Varicocele (VC) is the main cause of asthenospermia, but there are 30-50% of these patients still had asthenospermia after surgery. Oxidative stress is the leading factors leading to asthenospermia in VC patients, however, its mechanism is unknown. Several studies have shown that plasma exosomal miRNAs had a significant effect in the early diagnosis of the some diseases. Our previous study found that there was a significant increase of plasma exosomal miRNA-200 family in the patients with improved sperm motility after surgery compared with those without improvement of sperm quality. And we preliminarily proved that miR-200 family could effectively suppress MAPKs signal pathway. It is suggested that the miR-200 family of plasma exosomes might be a robust molecular marker to identify asthenospermia caused by VC in the early stage. Accordingly, in this project, we intend to investigate the anti-asthenospermia role of plasma exosomal miRNA-200 family in vivo and in vitro; In addition, we plan to elucidate the molecular mechanism of whether plasma exosomal miR-200 family play its role of antispermatogenic function via regulating MAPKs signal pathway; Finally, we intend to the optimal cut-off of miRNA-200 family for diagnosing asthenospermia caused by VC, and prospectively validated this optimal cut-off in a large prospective cohort of patients. The feasibility of miRNA-200 family as an anti-oxidative stress regulator in the early diagnosis of asthenospermia caused by varicocele was analyzed and validated in this study.

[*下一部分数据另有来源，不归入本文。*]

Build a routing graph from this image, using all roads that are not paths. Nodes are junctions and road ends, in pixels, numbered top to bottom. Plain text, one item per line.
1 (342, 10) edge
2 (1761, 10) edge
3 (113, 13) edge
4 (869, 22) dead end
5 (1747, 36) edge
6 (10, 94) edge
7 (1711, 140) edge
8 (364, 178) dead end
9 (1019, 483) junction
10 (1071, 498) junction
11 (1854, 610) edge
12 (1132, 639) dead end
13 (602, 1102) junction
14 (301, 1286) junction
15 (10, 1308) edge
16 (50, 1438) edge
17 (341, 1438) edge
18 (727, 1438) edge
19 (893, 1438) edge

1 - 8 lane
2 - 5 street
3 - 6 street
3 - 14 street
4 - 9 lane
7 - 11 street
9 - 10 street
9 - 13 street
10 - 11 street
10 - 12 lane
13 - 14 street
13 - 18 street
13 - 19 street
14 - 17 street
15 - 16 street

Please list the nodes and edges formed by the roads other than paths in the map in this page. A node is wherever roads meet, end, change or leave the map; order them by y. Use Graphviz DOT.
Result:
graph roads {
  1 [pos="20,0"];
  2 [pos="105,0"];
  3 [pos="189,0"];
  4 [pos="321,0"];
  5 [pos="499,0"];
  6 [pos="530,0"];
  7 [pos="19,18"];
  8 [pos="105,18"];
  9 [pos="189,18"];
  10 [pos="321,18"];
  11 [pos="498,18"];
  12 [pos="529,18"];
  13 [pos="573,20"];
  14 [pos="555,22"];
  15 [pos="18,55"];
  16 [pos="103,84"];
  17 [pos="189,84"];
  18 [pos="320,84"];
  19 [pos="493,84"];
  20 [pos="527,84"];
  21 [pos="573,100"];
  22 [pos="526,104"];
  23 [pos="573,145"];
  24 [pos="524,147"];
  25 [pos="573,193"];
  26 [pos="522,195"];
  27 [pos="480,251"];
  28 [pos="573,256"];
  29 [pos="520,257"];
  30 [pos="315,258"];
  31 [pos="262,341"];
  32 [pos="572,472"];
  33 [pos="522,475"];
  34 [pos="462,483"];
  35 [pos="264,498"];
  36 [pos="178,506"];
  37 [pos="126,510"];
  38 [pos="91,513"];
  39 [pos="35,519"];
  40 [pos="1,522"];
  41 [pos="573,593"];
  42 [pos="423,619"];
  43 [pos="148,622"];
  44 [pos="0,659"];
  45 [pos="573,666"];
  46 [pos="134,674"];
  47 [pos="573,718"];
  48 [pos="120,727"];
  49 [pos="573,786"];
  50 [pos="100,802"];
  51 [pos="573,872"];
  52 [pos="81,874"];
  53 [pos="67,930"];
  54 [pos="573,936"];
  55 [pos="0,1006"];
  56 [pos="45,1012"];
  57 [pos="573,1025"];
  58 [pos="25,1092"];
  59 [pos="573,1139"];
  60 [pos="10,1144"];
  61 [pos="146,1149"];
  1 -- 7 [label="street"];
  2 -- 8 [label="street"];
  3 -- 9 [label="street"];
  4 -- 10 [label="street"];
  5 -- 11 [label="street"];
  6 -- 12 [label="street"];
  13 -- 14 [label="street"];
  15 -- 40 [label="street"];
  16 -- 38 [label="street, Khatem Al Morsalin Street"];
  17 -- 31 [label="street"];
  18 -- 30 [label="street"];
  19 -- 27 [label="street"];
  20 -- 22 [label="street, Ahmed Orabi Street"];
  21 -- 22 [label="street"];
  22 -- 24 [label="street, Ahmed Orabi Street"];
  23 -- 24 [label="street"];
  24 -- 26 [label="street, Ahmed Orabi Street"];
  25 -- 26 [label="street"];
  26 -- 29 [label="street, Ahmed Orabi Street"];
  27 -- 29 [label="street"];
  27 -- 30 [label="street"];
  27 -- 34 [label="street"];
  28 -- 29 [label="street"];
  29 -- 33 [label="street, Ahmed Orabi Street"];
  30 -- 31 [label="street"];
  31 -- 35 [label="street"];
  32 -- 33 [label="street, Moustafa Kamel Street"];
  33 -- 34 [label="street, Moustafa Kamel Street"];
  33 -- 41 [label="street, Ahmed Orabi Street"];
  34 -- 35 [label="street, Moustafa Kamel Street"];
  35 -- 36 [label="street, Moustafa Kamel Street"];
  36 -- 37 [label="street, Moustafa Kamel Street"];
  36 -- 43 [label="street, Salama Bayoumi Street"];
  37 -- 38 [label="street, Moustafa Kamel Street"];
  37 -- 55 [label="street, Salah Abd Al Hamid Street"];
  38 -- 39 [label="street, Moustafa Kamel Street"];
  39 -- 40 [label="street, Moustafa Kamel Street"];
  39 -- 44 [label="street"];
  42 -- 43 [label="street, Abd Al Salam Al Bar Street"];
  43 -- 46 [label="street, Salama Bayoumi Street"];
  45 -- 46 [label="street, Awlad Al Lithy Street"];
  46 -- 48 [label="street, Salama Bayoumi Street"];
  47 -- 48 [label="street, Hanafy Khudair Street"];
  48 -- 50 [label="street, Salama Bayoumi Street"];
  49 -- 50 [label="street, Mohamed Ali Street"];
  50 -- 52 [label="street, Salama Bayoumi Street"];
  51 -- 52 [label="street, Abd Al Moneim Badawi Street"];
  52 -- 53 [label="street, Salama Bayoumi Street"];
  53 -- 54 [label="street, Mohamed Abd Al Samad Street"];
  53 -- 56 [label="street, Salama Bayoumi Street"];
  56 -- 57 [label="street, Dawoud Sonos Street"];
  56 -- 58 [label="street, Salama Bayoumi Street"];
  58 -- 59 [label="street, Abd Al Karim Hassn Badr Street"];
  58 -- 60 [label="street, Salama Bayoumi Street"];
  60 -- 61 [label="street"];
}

精索静脉曲张（Varicocele,VC）是弱精子症的主要病因，术后30-50%患者仍表现为弱精子症。氧化应激是VC致弱精子症的首要因素，其机制不明。最新研究表明血浆外泌体miRNAs具有抗氧化应激作用，且在疾病早期诊断中成效显著。我们前期研究发现miR-200家族在VC术后精子活力改善与不改善病例中表达差异显著，并初步证实miR-200家族可抑制MAPKs。提示血浆外泌体miR-200家族可能具有早期诊断VC所致弱精子症的潜在指标。据此，本项目拟进一步通过体内外实验证实血浆外泌体miR-200家族抗生精功能损害这一新功能；阐明血浆外泌体miR-200家族通过抑制MAPKs抗氧化应激保护生精功能的分子机制;并通过训练和验证多阶段构建并验证血浆外泌体miR-200家族诊断VC所致弱精子症的最佳阈值。进而阐明血浆外泌体miR-200家族作为抗氧化应激因子早期诊断VC所致弱精子症的可能性。

精索静脉曲张（Varicocele,VC）是弱精子症的主要病因，术后30-50%患者仍表现为弱精子症。氧化应激是VC致弱精子症的首要因素，其机制不明。本项目首先通过银夹新方法与传统左肾静脉半缩窄方法构建精索静脉曲张大鼠动物模型，发现银夹新方法可安全有效，方便快捷构建精索静脉曲张动物模型，为研究精索静脉曲张致睾丸生精损伤奠定了基础；后续通过构建GC1和TM4细胞氧化应激模型，体外实验发现miR-200a可靶向抑制MAPK信号通路减轻睾丸生精细胞氧化损伤，初步表明miRNA-200a可能通过抑制MAPK信号通路发挥抗氧化应激作用；并进一步通过临床样本分析发现精浆miRNA-200a可作为诊断精索静脉曲张是否合并弱精子症的一个潜在生物标志物。本项目采用银夹新方法构建了精索静脉曲张大鼠动物模型，为后续研究精索静脉曲张体内实验奠定了基础；并通过体外实验及临床样本验证初步揭示了精浆miRNA-200a通过抑制MAPK信号通路抗氧化应激这一生物学作用，可作为评估精索静脉曲张患者合并弱精子症的一个潜在生物标志物，有一定的转化价值。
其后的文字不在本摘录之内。